Last night I was scanning through Netflix and found a movie I watched about 25 years ago, so I decided to watch it again.
It’s about this kid who falls in love with chess and gets involved in the high pressure situation of competitive chess, but he does other things and keeps a happy demeanor about himself. He loves baseball and fishing but just finds that he’s world class at chess. It brought back a bunch of old memories from when I was a kid, so not bad for a Netflix night.
The thing it reminded me was that I’ve never really been that good at anything my whole life. I kind of just kept moving on to the next thing.
At one point I really liked chess, I thought I was good. Then I went and played some people who were actually good and had no idea how bad I actually was.

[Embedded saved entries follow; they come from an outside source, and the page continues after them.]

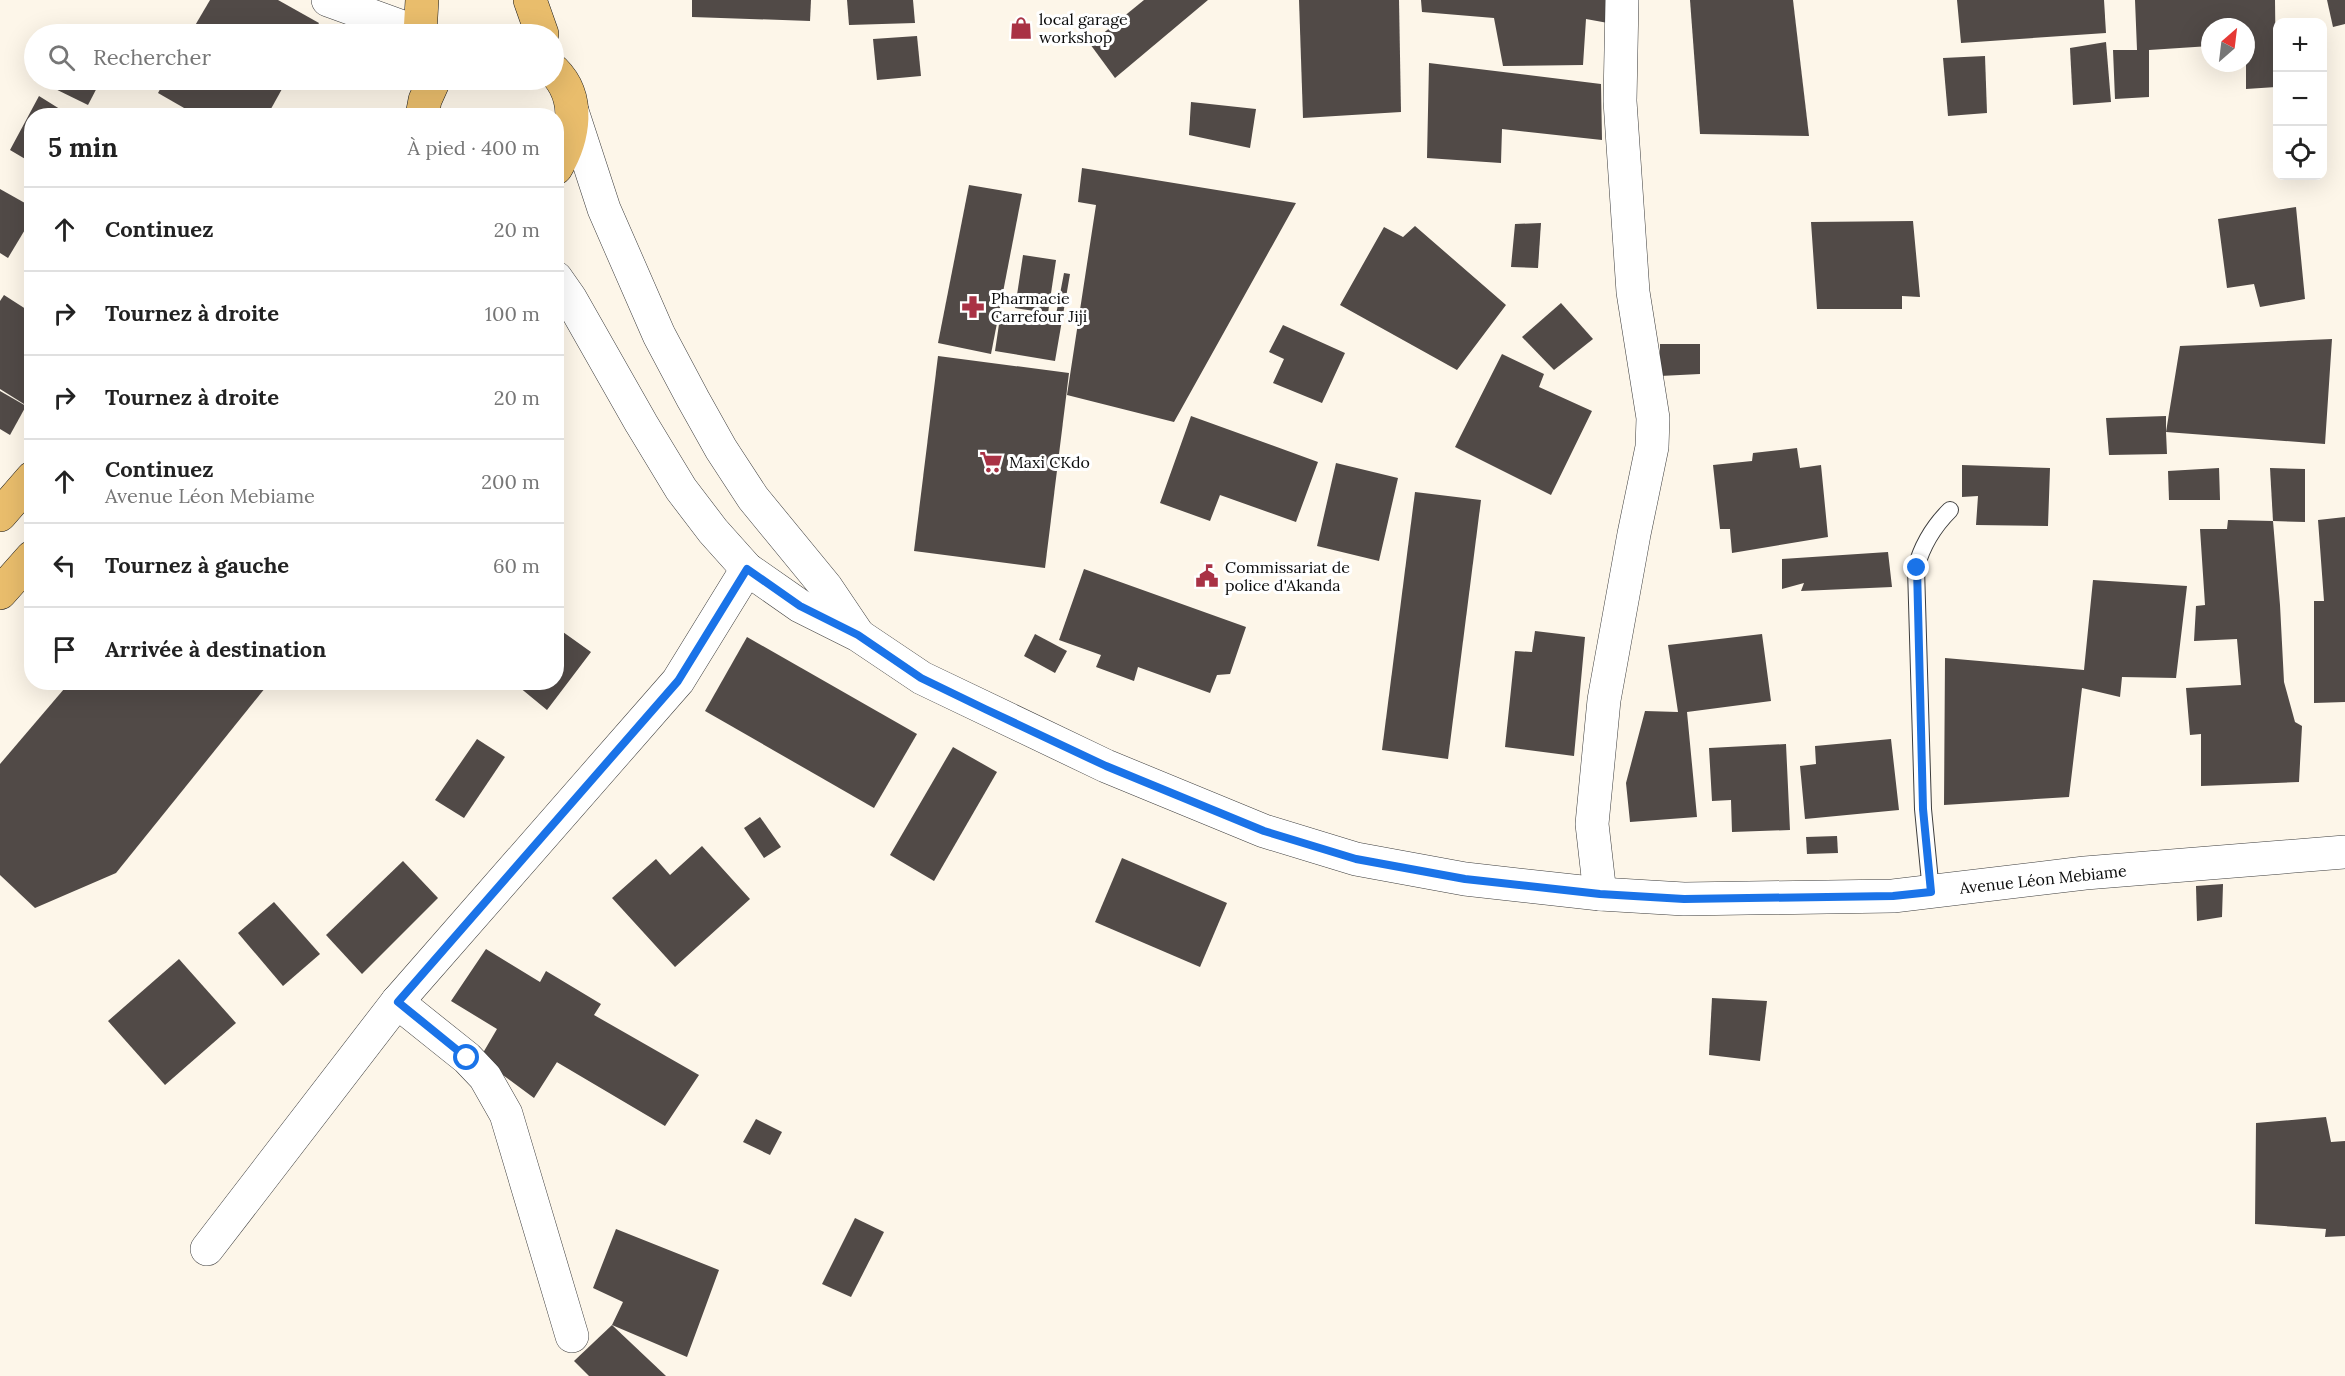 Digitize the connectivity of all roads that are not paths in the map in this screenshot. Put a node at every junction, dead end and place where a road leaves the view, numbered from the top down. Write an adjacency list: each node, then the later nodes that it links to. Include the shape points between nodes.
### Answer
1 (328, 0): 5 (street)
2 (422, 0): 6 (main road)
3 (530, 0): 7 (main road)
4 (1622, 0): 21 (street, via 1620,101 1634,292 1653,418 1652,447 1605,700 1592,824)
5 (392, 24)
6 (420, 24)
7 (538, 24)
8 (564, 86): 9 (main road)
9 (572, 111): 10 (main road, via 572,132); 18 (street, via 604,209 659,334 693,399 753,498 826,587)
10 (564, 156)
11 (564, 289): 16 (street, via 681,489)
12 (24, 487): 14 (main road)
13 (1950, 510): 20 (lane, via 1920,551 1917,568 1923,809)
14 (0, 515)
15 (24, 566): 17 (main road)
16 (747, 569): 18 (street, via 800,606); 22 (street, via 678,681)
17 (0, 593)
18 (858, 635): 21 (street, Avenue Léon Mebiame, via 921,678 974,704 1106,766 1264,831 1356,859 1465,879)
19 (2345, 852): 20 (street, Avenue Léon Mebiame, via 2085,873)
20 (1931, 892): 21 (street, Avenue Léon Mebiame, via 1684,899)
21 (1600, 894)
22 (398, 1002): 23 (street); 24 (street, via 467,1058 485,1077 506,1114)
23 (207, 1249)
24 (572, 1336) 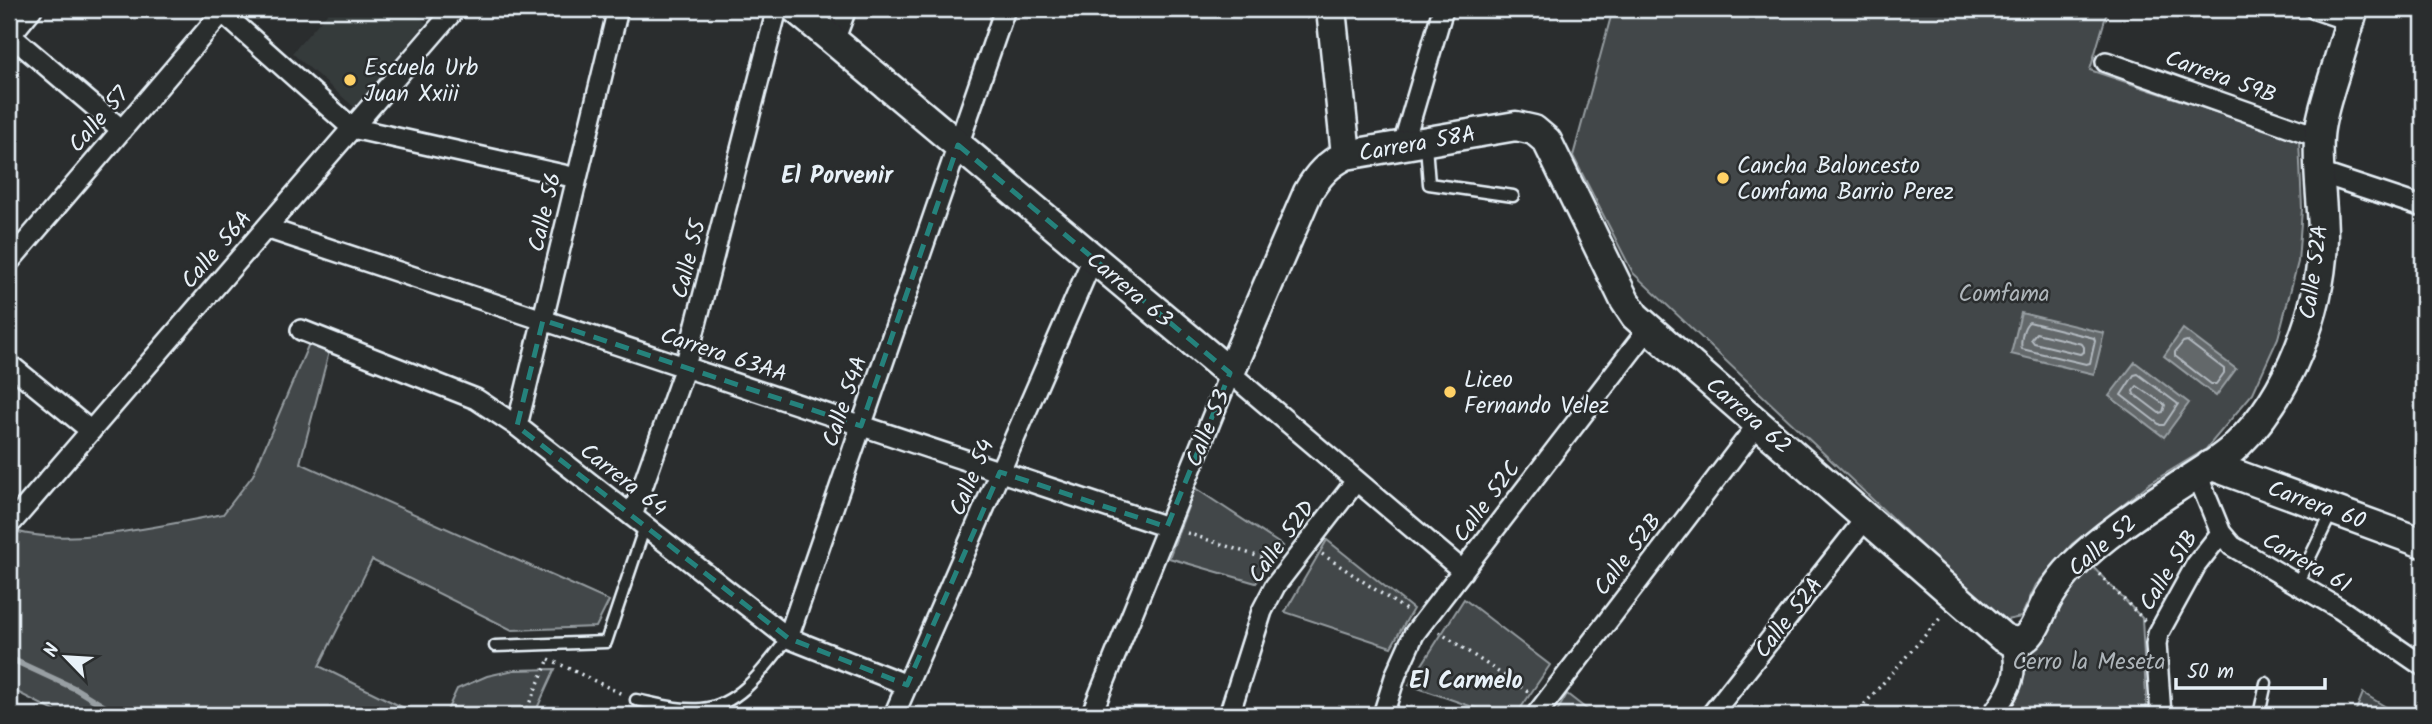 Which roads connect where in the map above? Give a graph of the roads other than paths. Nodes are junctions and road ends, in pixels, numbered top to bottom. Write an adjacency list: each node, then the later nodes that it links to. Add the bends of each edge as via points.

Then it was cross word puzzles. I loved them. I used to zip through them. Then we did one in class and Danielle Zuccaro finished it in about half the time it took me to do it. Guess cross words just weren’t for me. Then baseball, sucked at that, loved the game though… soccer? Really sucked, hated the game actually. It’s cold outside, haha. Track? Too slow and didn’t see the point in running around a circle to just finish off at the same spot. But, my buddy Anthony Kerr ran so fast it was fun to watch.
Then came basketball. Permission form came in to sign up for Friday night basketball in grade 4. I got that thing signed up and sent back. Fell in love instantly. I was decent in elementary school too, lol, we had a couple good ones on the team. Then went to high school and 5 times the people showed up to school. Wasn’t good at school, making friends, any of it. But basketball I was still ok. Not a star but okay. But, I loved it. I was in the gym all the time, morning, night, before practice, after practice. The whole deal. Grinding to get minutes. I always got some, but never that many. The grind and rejection became something I got good at. I could find ways to keep going regardless of the outcome.
The harder it got the more I did it. I used to go lift weights at the rec center every day. Looking back at it, I really had no idea what I was doing, but none of us did back then. But, I loved the grind.
I tell this story because I think we are all good at something. It says that in the bible somewhere (I’m sure my brother will tell me exactly where it is when he reads this) but I think it’s true: sometimes it’s easier to figure out for others. For some people like myself it takes longer than others. I’ve concluded I have a decent ability to deal with turbulence and get over adversity and keep going. I think I’m a decent leader who can have some perspective.
I think the idea of just trying new things was fun. Searching for something that I could do with passion and conviction took a lot of failure. We don’t do well with failure in society right now, maybe more so then ever but it’s actually part of the game. IF we never fail we never get to find out what’s next and how to get there. Looking back at it, my brothers used to just get me to do a bunch of different things and kept me busy and my parents would sign me up for anything and everything. They did their best, and I’ll try my best with little Eli - who knows what he will be good at. For now he’s pretty good at taking pictures and smiling. I guess we can work on the rest.
Great blog and post Anthony. If we all spent half as much time getting to know ourselves as much as others, we'd find some interesting truths.
Thanks for sharing. Lots of great life lessons in sports and grind lessons in life. I hope you are well!!